START DATA PROVIDED

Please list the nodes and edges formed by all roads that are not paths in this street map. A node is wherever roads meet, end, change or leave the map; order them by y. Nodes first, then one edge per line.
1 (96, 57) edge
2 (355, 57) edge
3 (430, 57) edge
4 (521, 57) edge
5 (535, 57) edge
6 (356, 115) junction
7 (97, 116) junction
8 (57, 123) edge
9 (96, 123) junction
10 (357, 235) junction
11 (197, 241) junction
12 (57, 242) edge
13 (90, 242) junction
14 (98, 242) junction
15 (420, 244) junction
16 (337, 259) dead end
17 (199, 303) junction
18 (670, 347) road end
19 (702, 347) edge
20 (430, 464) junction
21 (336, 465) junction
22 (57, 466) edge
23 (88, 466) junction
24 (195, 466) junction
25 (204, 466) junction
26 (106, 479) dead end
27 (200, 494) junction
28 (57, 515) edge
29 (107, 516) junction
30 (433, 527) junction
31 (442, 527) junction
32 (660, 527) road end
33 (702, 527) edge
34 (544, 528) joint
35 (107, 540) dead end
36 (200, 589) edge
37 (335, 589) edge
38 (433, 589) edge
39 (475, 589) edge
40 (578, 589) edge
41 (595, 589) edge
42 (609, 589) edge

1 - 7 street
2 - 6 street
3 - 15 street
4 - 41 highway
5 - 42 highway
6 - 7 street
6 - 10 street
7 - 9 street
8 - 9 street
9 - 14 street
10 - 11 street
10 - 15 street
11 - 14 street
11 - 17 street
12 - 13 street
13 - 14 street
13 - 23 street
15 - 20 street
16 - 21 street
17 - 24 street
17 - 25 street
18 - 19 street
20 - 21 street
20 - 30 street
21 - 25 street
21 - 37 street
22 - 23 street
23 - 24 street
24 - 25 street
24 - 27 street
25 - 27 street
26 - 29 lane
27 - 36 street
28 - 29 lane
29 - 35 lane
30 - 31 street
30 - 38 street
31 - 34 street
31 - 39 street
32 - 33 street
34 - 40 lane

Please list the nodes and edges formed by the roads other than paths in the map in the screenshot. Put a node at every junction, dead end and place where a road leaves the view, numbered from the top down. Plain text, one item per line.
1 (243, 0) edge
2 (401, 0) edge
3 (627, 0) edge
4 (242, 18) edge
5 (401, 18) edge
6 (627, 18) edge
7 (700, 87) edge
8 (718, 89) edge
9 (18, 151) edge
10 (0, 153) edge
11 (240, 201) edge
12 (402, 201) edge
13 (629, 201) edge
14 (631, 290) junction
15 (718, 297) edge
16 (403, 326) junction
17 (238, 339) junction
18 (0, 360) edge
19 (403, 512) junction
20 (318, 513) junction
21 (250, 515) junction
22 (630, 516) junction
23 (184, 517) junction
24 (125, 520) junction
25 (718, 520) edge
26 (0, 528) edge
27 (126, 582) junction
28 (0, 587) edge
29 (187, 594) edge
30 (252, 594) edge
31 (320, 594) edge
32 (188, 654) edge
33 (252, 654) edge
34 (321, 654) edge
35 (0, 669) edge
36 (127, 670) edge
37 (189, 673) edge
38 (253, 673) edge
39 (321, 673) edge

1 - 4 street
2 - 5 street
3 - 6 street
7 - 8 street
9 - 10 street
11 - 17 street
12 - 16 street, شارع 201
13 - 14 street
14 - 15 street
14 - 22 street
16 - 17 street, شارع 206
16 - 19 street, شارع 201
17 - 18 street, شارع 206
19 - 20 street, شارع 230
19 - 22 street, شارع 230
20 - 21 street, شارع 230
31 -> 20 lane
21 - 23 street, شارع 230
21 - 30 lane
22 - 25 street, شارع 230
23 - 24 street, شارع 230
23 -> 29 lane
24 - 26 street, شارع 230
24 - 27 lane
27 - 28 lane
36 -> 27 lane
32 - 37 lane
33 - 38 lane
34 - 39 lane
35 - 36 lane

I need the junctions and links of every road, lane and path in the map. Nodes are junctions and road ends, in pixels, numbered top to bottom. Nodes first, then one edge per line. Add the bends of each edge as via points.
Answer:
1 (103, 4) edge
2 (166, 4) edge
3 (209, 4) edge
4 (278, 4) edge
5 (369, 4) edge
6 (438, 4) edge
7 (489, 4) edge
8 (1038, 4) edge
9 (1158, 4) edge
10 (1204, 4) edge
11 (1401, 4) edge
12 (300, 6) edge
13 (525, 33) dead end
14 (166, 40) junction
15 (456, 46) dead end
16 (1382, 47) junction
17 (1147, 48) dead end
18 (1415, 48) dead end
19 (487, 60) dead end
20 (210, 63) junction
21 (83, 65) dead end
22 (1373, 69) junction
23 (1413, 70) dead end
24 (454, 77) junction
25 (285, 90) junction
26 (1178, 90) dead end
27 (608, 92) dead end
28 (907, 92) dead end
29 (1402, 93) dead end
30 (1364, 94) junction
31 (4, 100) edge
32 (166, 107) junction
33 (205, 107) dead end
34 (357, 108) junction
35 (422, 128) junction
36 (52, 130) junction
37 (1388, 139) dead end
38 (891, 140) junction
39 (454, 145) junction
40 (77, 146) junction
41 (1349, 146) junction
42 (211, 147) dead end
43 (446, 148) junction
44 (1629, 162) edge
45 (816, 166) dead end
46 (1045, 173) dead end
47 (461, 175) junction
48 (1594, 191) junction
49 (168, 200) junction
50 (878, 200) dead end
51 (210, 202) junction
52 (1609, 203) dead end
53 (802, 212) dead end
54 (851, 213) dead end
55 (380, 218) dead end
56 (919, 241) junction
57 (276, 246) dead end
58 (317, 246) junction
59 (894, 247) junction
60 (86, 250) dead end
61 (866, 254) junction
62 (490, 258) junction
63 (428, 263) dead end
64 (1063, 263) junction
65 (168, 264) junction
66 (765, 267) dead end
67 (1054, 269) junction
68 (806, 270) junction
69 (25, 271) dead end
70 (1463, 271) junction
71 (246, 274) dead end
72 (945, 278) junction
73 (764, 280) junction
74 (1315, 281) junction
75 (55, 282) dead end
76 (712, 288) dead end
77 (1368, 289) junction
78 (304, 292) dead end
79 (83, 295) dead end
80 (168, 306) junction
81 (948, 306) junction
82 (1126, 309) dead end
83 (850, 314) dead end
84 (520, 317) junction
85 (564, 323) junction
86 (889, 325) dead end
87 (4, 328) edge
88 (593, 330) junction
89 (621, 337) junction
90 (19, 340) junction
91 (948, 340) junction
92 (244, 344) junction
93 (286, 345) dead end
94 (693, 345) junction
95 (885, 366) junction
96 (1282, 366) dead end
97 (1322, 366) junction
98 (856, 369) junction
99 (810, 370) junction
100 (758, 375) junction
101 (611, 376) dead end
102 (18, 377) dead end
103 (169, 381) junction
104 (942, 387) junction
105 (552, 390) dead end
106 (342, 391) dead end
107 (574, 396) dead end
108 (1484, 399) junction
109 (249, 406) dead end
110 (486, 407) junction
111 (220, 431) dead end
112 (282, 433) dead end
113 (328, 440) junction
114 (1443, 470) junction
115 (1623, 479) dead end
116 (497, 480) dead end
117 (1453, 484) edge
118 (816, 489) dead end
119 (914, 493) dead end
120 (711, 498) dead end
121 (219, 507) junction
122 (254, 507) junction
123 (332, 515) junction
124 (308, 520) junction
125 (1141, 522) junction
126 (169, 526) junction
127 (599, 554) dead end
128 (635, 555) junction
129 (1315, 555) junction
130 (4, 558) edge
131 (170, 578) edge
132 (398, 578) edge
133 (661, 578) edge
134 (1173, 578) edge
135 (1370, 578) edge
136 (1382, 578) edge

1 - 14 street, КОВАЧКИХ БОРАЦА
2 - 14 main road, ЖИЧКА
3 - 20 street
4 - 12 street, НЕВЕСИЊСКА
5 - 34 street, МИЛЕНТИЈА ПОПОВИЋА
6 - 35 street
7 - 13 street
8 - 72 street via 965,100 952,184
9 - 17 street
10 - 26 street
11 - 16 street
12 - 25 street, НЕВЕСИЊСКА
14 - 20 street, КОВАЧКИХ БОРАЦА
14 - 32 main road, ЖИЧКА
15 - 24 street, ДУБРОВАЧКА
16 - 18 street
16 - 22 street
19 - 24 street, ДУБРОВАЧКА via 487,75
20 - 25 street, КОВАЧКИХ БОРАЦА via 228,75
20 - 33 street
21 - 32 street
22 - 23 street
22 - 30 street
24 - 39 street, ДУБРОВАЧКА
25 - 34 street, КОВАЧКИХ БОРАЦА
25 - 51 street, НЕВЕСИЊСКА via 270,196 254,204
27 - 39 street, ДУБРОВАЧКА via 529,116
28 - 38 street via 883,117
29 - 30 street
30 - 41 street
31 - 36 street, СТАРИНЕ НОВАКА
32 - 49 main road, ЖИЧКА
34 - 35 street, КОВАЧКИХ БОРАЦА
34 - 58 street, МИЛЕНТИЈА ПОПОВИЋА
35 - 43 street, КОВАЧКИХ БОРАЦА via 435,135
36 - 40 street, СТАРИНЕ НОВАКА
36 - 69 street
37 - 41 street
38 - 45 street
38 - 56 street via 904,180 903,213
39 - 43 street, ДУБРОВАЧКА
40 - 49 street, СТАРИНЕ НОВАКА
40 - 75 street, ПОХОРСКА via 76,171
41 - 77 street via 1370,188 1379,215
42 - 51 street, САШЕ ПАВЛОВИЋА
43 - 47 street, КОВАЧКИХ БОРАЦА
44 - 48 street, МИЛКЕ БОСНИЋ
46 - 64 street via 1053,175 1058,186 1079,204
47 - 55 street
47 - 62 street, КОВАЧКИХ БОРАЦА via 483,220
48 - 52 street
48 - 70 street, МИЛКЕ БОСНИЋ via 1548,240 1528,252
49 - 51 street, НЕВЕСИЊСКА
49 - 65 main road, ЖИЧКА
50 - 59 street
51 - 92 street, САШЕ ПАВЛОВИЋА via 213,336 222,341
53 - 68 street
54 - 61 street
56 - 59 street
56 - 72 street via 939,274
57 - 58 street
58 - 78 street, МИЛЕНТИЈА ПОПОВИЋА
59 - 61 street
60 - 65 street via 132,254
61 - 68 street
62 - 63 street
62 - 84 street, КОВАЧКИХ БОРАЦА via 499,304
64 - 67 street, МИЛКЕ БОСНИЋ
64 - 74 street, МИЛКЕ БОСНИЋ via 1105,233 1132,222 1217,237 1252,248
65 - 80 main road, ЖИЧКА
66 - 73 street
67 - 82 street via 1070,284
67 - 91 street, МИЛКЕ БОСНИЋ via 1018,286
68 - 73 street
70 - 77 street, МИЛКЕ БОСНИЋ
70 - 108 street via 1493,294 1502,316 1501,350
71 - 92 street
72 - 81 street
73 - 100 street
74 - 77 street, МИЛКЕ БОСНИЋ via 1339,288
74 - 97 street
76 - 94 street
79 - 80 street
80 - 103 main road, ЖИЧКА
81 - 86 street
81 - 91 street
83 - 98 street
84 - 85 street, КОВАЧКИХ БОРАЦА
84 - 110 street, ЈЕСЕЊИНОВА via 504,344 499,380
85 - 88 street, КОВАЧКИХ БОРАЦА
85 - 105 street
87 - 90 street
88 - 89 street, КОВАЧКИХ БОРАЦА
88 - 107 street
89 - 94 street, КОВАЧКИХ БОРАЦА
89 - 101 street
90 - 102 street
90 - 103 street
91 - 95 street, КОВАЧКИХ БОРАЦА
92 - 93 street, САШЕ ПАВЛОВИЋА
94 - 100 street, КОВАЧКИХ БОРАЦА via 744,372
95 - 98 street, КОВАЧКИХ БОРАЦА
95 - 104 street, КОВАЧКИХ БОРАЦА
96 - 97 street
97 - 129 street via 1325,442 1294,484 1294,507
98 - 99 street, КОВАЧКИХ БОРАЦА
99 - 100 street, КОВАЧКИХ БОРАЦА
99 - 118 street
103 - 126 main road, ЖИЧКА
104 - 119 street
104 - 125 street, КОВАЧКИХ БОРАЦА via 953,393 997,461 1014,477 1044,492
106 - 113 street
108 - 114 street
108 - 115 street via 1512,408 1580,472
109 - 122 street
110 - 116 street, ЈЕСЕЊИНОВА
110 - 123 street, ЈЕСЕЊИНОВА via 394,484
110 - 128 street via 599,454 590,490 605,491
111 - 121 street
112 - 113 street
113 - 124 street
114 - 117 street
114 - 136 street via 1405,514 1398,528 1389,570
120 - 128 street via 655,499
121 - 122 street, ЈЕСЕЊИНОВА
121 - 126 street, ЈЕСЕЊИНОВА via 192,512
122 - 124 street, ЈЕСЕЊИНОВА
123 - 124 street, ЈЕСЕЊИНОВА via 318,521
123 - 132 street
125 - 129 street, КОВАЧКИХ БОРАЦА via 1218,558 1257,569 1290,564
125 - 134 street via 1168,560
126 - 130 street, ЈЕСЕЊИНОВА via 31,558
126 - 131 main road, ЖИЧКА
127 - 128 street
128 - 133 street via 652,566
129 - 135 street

END DATA PROVIDED

### INSTRUCTIONS TO FOLLOW
Go through the entries above and copy each line holding the string "list".

### EXERCISE ANSWER
Please list the nodes and edges formed by all roads that are not paths in this street map. A node is wherever roads meet, end, change or leave the map; order them by y. Nodes first, then one edge per line.
Please list the nodes and edges formed by the roads other than paths in the map in the screenshot. Put a node at every junction, dead end and place where a road leaves the view, numbered from the top down. Plain text, one item per line.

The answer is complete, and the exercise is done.